- _The problem_: Look for the string "need" in the listing below, then copy every line that has it.

- _Record extracts_:
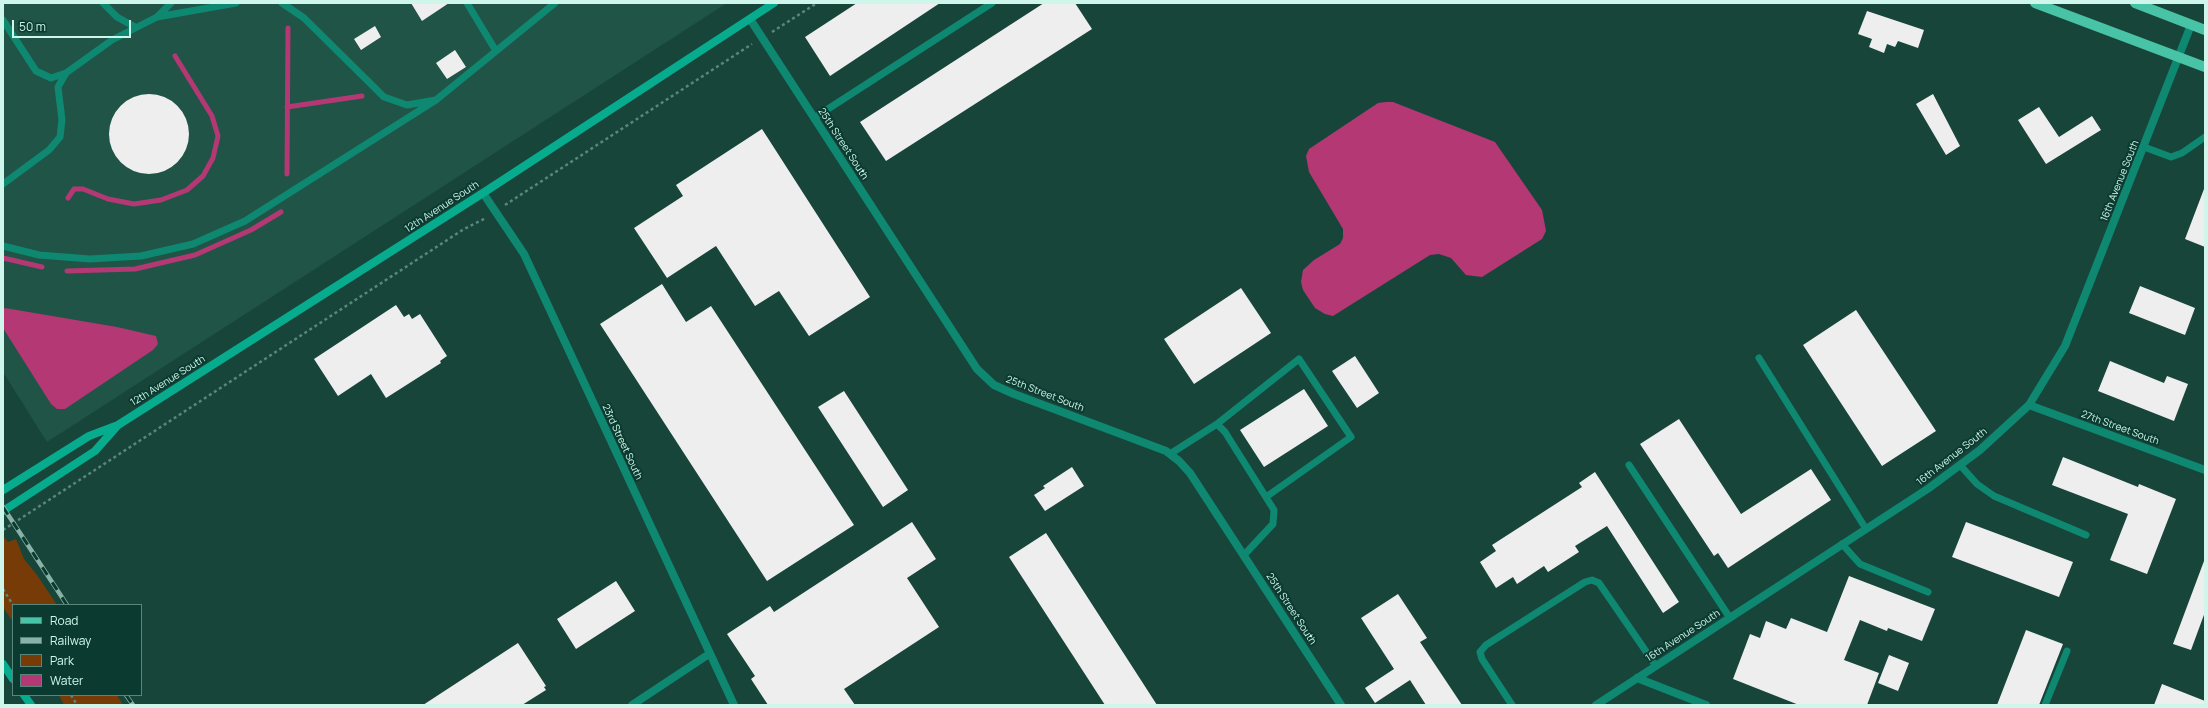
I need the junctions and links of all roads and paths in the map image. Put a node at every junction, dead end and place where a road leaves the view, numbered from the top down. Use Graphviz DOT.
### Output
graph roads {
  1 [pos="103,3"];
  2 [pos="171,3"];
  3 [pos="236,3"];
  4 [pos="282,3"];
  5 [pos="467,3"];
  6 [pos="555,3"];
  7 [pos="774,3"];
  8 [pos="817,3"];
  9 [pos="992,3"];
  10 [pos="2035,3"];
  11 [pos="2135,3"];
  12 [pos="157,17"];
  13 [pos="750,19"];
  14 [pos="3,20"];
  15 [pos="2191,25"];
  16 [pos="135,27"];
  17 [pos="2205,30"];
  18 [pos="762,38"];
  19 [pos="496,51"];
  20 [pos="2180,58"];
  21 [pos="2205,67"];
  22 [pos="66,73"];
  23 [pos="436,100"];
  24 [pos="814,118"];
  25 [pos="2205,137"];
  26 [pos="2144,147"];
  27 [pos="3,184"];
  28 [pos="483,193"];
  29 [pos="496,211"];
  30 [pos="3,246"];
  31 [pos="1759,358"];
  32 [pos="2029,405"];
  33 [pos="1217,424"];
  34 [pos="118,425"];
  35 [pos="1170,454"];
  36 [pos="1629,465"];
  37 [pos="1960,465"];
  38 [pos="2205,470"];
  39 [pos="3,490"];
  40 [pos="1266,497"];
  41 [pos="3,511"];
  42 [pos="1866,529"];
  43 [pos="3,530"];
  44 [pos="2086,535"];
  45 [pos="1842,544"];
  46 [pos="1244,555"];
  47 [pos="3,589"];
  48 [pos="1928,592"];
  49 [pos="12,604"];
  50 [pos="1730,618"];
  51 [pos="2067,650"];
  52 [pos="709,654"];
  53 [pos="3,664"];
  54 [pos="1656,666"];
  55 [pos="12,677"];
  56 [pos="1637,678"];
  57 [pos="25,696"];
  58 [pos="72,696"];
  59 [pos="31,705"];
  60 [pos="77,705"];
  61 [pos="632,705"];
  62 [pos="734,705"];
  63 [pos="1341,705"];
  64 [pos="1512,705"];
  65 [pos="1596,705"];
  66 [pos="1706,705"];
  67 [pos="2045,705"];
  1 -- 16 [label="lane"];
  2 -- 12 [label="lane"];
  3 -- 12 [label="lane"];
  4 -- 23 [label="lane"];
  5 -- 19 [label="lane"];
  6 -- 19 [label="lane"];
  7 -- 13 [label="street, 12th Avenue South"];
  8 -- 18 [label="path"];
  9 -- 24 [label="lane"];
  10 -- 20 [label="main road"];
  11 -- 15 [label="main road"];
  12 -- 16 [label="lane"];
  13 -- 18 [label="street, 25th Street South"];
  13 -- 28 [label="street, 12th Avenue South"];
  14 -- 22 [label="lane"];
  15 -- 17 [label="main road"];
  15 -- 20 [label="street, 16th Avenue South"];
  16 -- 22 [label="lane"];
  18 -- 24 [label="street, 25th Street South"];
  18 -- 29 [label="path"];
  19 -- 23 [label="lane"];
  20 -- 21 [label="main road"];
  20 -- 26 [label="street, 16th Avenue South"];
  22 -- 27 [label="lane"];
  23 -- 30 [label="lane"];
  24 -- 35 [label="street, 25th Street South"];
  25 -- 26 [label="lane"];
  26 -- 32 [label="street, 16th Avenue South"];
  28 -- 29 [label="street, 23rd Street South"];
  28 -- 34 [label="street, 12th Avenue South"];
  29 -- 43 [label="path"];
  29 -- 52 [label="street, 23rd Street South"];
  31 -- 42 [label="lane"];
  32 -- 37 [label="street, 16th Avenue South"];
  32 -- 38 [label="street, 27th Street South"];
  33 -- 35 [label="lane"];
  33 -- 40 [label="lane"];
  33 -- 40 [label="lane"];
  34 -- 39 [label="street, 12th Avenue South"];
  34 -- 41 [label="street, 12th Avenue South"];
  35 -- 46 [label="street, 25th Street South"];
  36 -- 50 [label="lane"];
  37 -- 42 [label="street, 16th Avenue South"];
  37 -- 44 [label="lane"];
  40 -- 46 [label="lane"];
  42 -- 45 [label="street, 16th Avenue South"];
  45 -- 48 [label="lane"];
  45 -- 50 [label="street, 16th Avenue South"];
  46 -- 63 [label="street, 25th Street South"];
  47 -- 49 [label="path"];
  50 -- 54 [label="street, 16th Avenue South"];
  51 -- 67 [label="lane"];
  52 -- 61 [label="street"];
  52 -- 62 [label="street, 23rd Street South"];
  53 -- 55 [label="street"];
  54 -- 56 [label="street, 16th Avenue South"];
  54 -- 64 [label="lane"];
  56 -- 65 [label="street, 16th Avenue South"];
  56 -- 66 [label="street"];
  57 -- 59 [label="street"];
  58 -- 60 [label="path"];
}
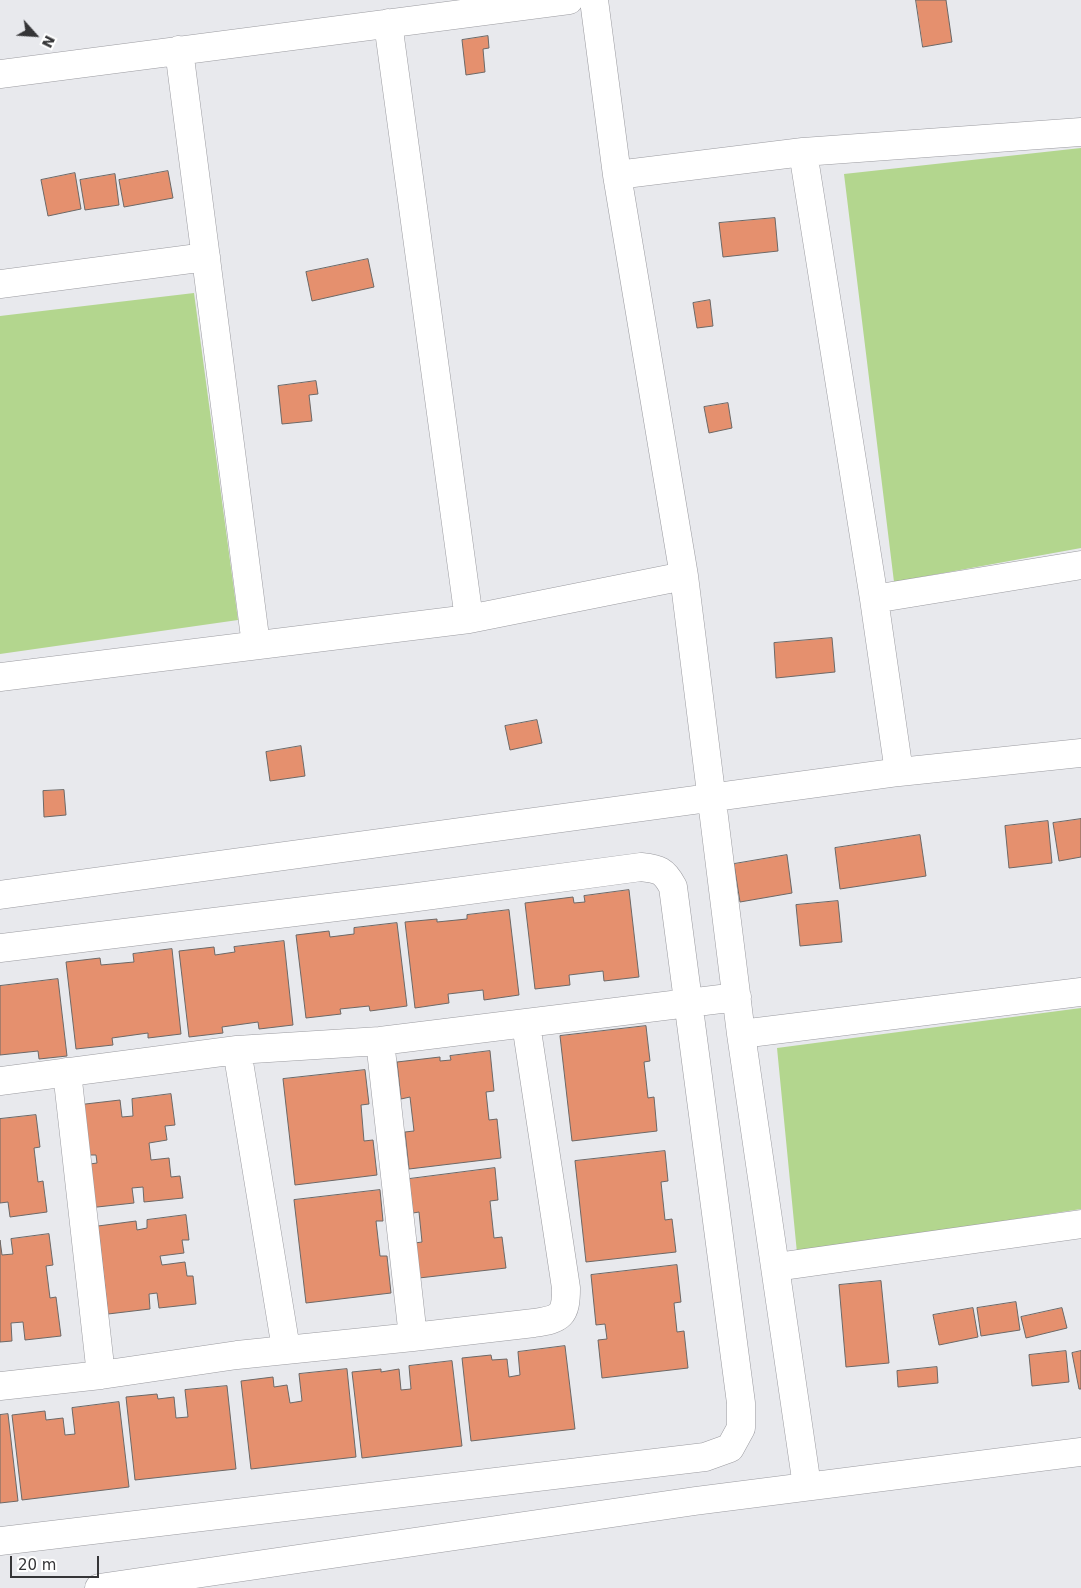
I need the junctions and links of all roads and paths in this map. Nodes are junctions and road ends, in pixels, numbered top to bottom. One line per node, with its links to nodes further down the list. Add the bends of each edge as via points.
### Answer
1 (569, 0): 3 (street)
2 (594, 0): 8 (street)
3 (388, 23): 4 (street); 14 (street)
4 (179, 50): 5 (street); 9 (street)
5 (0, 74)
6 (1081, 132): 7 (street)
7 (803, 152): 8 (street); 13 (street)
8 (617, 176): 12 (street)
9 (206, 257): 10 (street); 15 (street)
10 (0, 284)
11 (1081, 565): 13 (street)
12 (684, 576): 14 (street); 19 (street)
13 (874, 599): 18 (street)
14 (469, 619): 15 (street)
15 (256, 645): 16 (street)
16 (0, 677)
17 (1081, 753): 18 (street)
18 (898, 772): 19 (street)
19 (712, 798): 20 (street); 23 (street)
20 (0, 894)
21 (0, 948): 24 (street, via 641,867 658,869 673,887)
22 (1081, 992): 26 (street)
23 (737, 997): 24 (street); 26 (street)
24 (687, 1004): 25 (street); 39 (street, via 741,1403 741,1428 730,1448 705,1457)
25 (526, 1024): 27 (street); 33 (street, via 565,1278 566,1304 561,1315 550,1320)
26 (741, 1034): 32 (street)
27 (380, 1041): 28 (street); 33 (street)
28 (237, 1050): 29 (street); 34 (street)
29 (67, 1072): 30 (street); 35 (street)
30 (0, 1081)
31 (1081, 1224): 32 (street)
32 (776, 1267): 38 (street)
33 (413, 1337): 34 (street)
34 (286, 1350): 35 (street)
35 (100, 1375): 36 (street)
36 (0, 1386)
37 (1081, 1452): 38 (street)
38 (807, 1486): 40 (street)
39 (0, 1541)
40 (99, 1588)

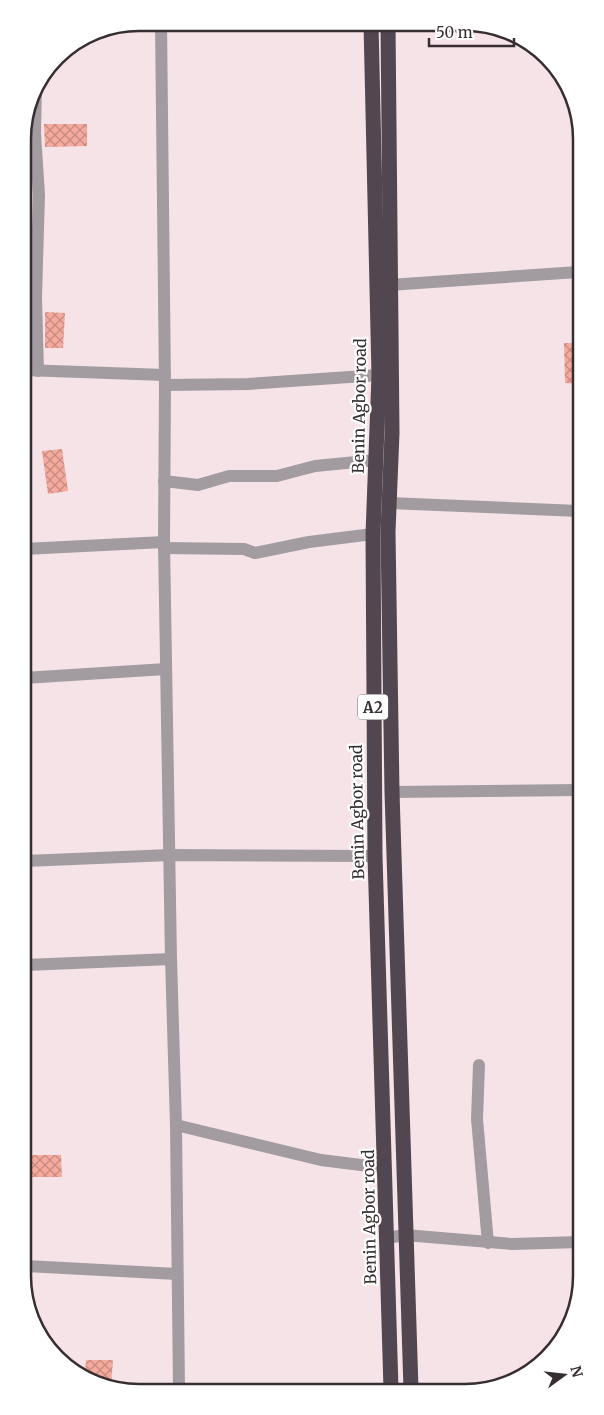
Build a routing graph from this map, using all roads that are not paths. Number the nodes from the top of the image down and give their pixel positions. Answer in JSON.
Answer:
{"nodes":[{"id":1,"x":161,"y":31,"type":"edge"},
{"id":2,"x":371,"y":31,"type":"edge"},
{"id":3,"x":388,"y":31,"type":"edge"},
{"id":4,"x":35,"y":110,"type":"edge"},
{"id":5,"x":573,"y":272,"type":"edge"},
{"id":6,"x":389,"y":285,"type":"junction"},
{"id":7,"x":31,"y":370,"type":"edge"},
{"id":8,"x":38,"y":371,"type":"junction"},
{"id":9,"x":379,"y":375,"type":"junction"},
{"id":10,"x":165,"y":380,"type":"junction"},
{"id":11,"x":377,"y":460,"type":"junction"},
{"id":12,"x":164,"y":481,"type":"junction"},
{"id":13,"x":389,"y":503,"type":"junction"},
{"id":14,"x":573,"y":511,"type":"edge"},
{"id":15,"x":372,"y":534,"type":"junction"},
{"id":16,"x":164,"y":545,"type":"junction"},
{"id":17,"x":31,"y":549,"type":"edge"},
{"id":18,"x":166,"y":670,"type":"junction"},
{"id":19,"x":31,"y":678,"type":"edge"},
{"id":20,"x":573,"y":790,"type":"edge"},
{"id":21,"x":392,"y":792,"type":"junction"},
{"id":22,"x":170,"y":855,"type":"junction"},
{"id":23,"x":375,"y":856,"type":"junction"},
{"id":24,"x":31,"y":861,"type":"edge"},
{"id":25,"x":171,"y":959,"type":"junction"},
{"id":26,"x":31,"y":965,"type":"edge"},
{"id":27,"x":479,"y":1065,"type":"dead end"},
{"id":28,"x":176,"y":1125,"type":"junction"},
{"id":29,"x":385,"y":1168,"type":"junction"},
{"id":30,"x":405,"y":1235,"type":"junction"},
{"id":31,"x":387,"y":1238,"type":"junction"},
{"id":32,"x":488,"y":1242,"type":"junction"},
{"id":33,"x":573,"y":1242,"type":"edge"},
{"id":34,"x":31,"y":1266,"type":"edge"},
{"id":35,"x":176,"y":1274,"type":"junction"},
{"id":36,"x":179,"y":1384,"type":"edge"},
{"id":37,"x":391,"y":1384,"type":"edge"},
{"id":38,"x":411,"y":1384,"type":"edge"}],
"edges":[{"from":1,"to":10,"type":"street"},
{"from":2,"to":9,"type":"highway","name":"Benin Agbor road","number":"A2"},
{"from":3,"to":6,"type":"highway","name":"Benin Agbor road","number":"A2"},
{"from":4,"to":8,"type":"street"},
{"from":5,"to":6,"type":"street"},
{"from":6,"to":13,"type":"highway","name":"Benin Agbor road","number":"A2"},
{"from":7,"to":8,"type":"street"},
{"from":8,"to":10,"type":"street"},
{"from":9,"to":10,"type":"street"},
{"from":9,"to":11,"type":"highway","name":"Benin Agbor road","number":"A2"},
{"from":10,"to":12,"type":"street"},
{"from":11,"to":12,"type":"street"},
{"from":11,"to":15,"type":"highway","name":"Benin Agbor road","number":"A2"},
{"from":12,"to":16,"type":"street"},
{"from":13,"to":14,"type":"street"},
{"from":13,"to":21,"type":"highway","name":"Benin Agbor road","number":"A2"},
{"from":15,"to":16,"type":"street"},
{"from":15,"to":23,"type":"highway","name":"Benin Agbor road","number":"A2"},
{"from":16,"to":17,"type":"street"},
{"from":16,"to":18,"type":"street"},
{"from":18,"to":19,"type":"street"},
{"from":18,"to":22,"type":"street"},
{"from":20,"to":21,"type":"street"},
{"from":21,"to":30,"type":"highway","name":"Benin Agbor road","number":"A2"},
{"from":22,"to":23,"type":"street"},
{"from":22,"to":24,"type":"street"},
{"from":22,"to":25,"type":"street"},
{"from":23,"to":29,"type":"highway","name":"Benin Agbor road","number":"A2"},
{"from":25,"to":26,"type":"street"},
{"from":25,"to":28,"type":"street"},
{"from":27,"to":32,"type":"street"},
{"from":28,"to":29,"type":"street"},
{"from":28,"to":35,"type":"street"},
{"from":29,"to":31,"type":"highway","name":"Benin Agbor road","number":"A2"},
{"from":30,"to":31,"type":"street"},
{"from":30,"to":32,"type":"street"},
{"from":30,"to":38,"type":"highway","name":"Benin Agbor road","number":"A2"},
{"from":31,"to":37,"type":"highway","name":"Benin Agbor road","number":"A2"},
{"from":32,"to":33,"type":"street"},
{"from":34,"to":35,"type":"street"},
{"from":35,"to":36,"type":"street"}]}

- _Result of this task_:
I need the junctions and links of all roads and paths in the map image. Put a node at every junction, dead end and place where a road leaves the view, numbered from the top down. Use Graphviz DOT.
I need the junctions and links of all roads and paths in this map. Nodes are junctions and road ends, in pixels, numbered top to bottom. One line per node, with its links to nodes further down the list. Add the bends of each edge as via points.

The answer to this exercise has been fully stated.